Work to be completed> Give back exactly the lines of the entries below from the line with "cairo_surface_destroy(image);" to the line with "cairo_set_miter_limit(ctx, 4);", inclusive, and only those.

Material to process>
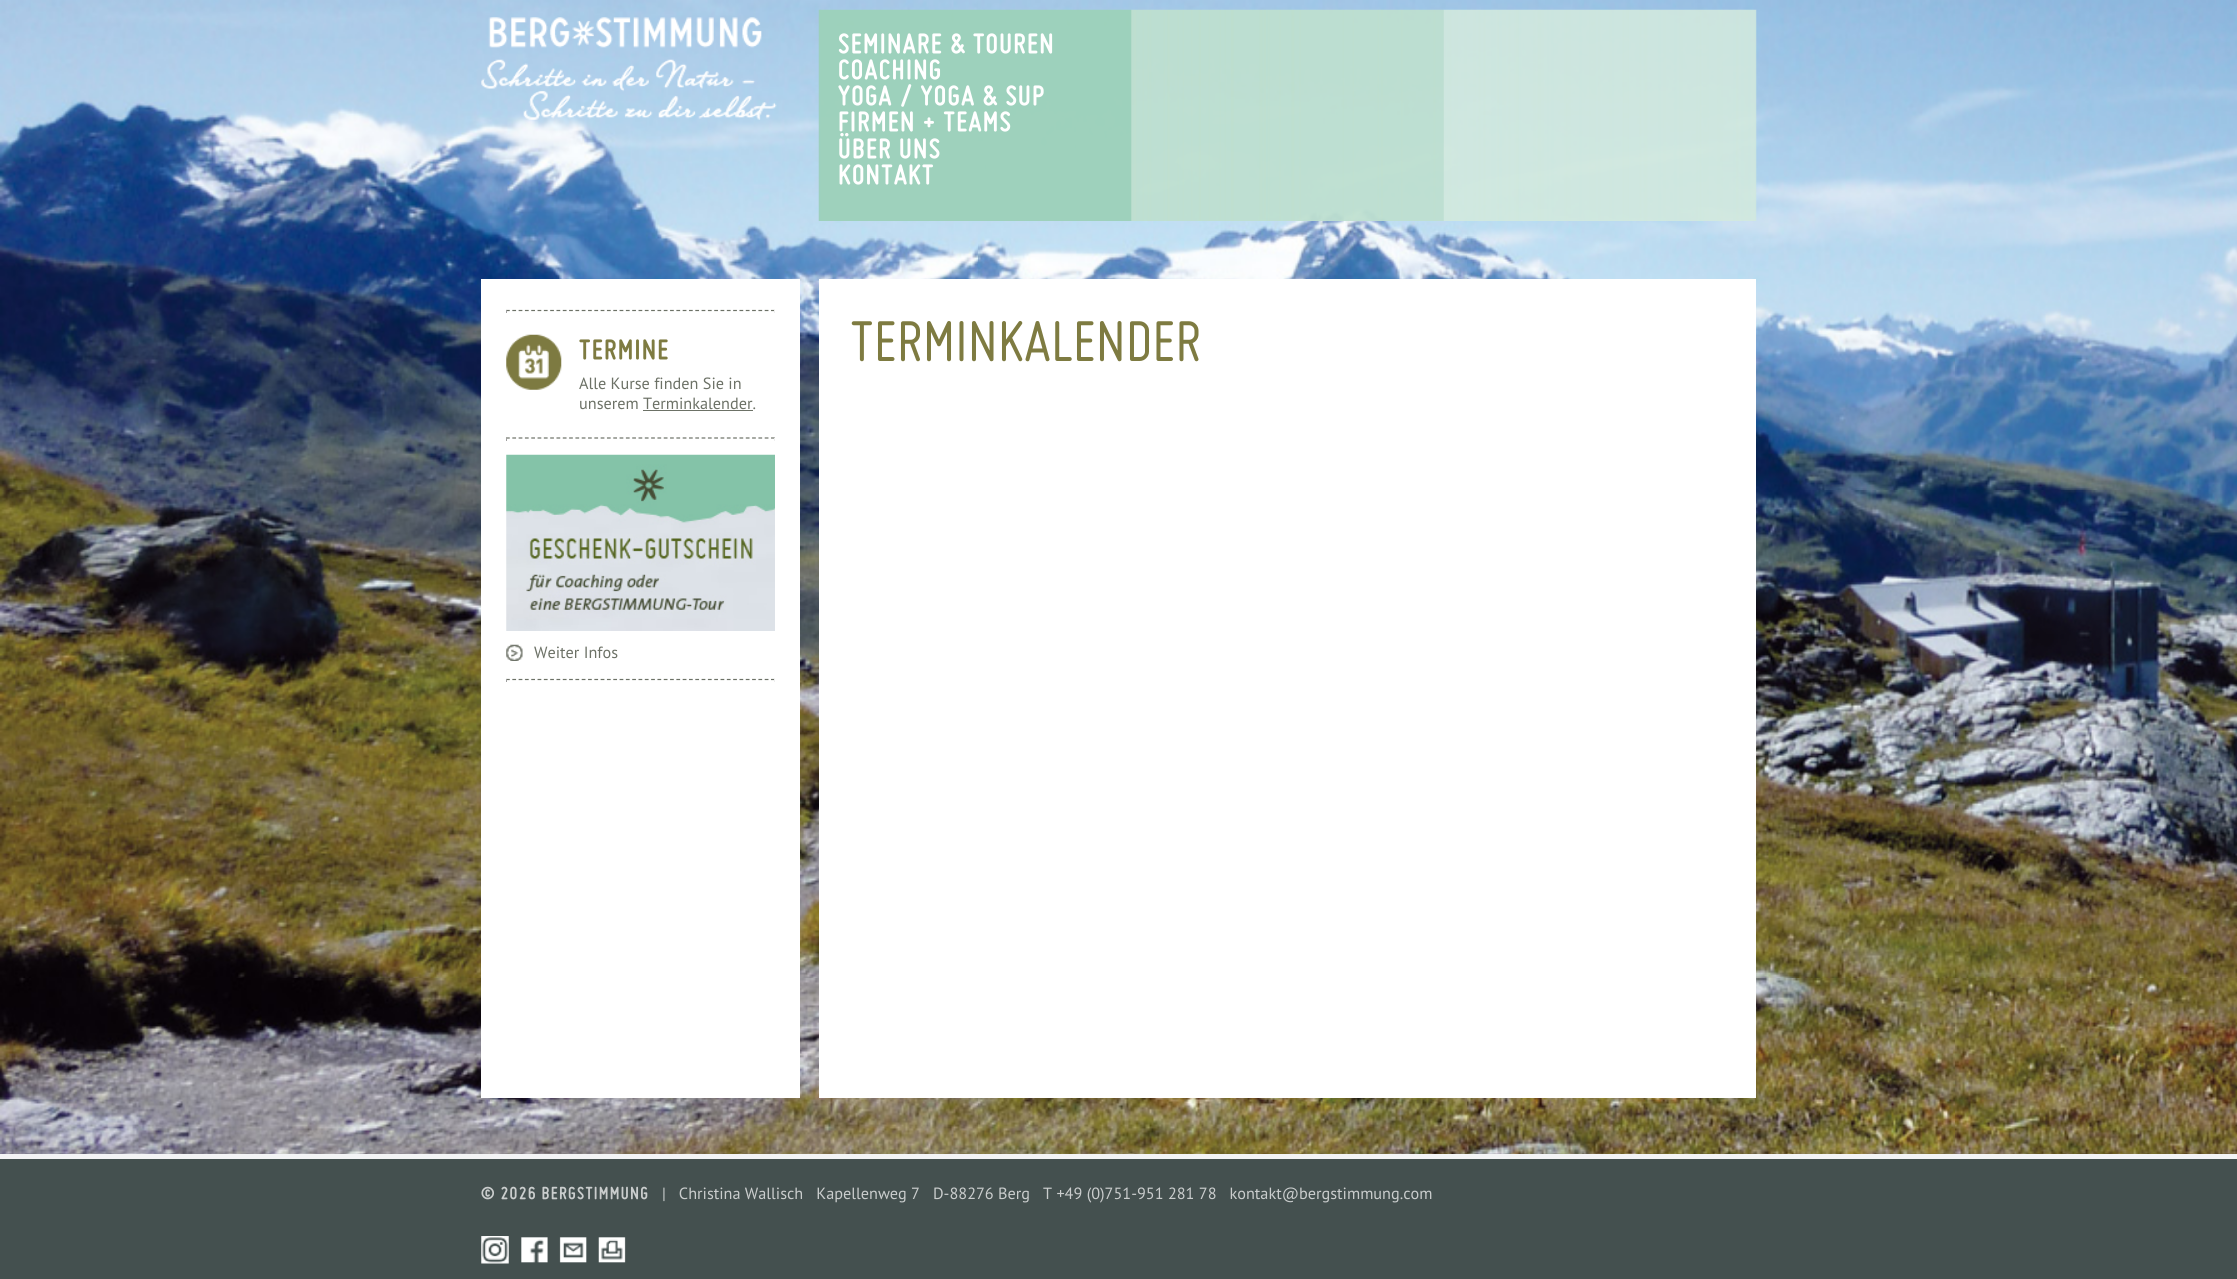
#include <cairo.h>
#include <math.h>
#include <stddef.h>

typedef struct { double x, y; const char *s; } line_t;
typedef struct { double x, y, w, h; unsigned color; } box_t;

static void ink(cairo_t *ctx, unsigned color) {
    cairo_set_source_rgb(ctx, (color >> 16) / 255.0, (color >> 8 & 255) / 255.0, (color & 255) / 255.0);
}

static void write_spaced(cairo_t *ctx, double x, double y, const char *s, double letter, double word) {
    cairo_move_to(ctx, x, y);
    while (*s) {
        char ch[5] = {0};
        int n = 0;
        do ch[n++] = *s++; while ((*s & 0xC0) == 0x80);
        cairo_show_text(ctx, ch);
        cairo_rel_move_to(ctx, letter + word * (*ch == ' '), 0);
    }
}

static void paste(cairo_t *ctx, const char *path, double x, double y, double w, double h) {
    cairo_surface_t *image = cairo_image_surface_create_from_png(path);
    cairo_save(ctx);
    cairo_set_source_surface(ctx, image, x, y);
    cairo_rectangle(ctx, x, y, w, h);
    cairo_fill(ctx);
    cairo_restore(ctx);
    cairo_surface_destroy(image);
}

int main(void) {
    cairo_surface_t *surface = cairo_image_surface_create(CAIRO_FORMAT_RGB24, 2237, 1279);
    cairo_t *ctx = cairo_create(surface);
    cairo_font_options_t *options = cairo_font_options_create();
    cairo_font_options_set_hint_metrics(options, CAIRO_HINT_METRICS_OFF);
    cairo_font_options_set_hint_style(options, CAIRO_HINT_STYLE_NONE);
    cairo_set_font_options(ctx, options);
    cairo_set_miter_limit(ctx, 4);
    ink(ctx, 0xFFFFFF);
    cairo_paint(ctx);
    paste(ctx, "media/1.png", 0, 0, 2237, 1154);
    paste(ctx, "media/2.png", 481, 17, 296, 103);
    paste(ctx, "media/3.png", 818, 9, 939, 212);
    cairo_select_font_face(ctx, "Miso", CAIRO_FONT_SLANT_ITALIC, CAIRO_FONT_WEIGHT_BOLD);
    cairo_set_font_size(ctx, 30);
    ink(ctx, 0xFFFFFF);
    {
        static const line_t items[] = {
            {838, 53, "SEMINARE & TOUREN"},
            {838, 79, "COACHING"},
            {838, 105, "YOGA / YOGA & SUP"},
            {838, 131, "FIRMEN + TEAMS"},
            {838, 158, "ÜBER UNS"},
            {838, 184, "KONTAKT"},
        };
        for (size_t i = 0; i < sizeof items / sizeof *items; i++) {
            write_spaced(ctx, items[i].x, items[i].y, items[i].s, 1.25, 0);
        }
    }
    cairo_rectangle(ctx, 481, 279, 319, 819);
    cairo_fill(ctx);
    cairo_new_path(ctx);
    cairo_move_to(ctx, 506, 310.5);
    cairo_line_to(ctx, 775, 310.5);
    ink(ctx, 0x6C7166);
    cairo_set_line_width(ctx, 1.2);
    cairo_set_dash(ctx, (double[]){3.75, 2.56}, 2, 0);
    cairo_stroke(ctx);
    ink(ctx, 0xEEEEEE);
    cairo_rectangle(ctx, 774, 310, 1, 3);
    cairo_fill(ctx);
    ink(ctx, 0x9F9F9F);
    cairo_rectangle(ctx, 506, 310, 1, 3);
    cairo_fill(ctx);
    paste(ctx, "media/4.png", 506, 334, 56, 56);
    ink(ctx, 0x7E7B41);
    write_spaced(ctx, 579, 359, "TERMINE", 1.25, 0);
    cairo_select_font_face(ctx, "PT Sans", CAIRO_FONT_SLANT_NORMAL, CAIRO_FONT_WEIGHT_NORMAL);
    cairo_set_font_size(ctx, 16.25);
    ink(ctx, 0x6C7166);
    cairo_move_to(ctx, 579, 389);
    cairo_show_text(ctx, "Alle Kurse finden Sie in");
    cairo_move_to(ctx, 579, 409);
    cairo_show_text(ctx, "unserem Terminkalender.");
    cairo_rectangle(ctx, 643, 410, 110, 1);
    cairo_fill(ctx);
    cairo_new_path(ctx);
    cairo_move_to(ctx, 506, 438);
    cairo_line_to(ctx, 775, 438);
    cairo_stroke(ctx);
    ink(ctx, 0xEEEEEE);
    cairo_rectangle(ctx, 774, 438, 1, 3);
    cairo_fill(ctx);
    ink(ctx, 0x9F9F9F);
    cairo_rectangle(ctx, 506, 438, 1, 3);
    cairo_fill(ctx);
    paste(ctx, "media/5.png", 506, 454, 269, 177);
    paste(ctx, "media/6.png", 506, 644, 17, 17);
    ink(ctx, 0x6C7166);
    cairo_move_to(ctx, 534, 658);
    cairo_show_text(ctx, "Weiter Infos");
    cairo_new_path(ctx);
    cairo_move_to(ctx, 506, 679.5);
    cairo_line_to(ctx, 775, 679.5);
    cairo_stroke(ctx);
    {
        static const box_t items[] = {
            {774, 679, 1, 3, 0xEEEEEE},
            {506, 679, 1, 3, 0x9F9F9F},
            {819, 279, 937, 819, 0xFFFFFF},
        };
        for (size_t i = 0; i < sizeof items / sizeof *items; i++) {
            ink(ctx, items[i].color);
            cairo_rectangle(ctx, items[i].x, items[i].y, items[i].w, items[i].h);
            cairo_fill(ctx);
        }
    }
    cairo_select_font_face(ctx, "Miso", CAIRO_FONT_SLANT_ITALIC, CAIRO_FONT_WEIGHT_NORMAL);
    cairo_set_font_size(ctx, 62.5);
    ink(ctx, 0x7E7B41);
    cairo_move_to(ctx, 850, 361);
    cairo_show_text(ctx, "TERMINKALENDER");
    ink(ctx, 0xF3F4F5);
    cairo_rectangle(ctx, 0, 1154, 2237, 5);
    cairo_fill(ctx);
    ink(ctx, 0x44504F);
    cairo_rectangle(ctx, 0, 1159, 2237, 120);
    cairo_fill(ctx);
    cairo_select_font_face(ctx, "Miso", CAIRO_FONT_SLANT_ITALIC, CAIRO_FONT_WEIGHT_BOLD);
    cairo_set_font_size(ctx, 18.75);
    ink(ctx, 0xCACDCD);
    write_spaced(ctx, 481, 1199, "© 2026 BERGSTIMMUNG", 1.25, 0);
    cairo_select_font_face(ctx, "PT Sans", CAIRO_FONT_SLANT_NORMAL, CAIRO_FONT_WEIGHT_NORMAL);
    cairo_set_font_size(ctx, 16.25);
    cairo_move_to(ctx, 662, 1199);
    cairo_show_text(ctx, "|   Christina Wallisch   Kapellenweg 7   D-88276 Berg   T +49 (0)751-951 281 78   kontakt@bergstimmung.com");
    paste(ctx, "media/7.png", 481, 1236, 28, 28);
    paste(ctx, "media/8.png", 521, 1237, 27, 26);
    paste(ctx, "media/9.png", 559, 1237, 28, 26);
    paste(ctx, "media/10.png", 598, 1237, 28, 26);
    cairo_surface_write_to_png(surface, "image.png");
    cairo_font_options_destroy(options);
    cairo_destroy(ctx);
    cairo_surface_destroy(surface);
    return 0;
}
---
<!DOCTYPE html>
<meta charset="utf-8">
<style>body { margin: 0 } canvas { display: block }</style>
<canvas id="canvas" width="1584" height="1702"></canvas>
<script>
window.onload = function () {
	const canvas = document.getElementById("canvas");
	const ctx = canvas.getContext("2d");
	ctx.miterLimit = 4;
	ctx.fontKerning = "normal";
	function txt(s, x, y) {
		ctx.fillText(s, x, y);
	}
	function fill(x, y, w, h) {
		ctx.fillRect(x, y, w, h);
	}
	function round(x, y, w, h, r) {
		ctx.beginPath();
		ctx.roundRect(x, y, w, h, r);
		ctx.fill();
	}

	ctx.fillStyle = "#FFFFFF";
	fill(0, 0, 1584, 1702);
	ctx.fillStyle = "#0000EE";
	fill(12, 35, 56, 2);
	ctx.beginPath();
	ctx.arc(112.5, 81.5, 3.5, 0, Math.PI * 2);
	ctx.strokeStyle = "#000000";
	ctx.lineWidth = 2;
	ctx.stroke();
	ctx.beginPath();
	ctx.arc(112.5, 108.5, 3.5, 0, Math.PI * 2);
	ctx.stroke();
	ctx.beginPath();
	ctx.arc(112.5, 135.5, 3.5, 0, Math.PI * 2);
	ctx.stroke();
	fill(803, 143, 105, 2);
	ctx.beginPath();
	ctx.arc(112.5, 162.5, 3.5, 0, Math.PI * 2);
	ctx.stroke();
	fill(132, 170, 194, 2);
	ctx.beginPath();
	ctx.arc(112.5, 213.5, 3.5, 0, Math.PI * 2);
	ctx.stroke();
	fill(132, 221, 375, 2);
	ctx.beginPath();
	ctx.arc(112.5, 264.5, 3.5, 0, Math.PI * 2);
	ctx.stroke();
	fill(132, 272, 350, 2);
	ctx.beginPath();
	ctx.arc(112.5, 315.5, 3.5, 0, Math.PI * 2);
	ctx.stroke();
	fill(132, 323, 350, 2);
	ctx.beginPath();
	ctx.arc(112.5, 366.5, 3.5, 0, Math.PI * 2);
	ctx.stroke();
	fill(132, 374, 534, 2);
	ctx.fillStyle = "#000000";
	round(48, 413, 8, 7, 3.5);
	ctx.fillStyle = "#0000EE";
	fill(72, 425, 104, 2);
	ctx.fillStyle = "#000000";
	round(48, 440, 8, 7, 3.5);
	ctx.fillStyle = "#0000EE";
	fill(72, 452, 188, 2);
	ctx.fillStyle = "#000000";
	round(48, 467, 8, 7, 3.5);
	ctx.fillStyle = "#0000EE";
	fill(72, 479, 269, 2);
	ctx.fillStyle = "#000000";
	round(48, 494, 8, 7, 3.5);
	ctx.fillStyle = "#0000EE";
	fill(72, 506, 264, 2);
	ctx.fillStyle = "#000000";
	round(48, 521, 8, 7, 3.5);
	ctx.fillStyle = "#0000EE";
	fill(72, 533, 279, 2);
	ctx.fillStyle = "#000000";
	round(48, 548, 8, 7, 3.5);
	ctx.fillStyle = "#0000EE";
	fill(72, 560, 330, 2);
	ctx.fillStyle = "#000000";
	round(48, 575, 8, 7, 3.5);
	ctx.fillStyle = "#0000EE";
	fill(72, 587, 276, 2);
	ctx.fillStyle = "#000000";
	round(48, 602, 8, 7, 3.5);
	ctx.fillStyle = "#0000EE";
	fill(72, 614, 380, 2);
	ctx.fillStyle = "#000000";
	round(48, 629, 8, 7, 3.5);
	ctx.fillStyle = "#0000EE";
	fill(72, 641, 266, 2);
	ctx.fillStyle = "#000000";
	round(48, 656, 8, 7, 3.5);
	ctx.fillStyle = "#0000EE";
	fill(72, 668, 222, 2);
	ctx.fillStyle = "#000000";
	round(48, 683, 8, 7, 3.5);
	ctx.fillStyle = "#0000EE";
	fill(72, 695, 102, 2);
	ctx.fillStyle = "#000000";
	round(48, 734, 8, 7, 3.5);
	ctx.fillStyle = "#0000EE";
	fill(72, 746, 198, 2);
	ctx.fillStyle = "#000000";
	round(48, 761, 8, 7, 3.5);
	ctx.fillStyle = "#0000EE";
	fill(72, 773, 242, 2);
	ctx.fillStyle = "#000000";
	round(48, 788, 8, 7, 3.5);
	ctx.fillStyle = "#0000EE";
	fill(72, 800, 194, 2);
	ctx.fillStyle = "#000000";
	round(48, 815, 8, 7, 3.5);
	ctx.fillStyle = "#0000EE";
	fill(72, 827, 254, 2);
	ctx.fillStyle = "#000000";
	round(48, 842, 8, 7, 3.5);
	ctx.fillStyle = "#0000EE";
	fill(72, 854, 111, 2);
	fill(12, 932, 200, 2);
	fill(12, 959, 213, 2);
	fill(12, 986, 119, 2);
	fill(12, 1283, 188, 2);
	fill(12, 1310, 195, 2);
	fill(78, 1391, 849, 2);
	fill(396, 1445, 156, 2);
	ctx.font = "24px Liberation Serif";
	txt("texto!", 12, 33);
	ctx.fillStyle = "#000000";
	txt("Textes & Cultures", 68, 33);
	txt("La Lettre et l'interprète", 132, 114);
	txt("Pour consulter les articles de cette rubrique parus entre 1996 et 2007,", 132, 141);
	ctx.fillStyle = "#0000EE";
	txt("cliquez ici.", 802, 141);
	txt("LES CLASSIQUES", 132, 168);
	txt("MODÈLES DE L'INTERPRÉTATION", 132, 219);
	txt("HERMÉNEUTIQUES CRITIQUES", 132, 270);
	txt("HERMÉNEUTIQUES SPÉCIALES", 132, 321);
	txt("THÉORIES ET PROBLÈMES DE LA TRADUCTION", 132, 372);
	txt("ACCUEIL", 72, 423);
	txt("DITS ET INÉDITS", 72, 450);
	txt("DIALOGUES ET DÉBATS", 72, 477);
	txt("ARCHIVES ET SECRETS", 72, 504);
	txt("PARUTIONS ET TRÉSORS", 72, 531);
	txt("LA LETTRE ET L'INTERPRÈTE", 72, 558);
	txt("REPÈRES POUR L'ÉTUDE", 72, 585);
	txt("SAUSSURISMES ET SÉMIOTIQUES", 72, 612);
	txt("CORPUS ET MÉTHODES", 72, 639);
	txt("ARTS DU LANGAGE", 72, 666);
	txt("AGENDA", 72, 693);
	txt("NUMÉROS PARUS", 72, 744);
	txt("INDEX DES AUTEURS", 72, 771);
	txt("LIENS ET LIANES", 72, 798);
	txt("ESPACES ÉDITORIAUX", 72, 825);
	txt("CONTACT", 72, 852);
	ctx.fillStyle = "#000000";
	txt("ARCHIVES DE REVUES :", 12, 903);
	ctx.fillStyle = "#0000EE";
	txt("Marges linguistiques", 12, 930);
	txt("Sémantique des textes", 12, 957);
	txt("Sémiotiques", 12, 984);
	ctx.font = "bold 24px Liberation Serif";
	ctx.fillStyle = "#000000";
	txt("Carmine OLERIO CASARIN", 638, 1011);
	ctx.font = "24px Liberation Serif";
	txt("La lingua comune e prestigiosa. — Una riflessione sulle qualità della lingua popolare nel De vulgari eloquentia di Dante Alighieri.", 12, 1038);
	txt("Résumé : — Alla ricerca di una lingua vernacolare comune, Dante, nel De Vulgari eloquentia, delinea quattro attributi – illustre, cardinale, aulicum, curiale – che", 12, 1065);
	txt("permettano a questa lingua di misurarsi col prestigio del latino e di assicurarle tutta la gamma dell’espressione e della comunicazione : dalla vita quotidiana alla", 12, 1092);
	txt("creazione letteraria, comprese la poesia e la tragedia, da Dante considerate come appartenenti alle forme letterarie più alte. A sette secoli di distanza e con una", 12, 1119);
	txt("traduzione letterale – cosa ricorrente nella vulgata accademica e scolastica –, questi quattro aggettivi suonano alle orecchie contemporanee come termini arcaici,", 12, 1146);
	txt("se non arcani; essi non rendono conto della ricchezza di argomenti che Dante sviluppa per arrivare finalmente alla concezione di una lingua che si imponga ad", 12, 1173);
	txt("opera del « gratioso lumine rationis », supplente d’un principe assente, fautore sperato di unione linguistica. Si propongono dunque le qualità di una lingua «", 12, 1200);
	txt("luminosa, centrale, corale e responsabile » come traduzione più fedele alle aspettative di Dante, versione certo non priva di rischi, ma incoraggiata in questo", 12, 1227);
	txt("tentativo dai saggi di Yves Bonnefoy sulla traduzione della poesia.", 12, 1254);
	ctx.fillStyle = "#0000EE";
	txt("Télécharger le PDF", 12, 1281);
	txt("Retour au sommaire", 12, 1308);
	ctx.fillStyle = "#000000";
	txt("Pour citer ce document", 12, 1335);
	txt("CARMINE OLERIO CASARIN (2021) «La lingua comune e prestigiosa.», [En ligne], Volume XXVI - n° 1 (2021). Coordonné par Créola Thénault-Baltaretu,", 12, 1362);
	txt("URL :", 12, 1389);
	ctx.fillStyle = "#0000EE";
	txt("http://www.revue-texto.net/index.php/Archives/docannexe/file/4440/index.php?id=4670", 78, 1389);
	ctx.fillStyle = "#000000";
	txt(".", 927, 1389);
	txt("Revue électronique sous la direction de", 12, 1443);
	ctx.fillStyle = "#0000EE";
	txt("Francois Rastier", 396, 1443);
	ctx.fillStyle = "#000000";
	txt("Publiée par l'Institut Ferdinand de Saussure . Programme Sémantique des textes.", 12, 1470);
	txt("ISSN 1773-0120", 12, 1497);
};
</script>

Answer area>
    cairo_surface_destroy(image);
}

int main(void) {
    cairo_surface_t *surface = cairo_image_surface_create(CAIRO_FORMAT_RGB24, 2237, 1279);
    cairo_t *ctx = cairo_create(surface);
    cairo_font_options_t *options = cairo_font_options_create();
    cairo_font_options_set_hint_metrics(options, CAIRO_HINT_METRICS_OFF);
    cairo_font_options_set_hint_style(options, CAIRO_HINT_STYLE_NONE);
    cairo_set_font_options(ctx, options);
    cairo_set_miter_limit(ctx, 4);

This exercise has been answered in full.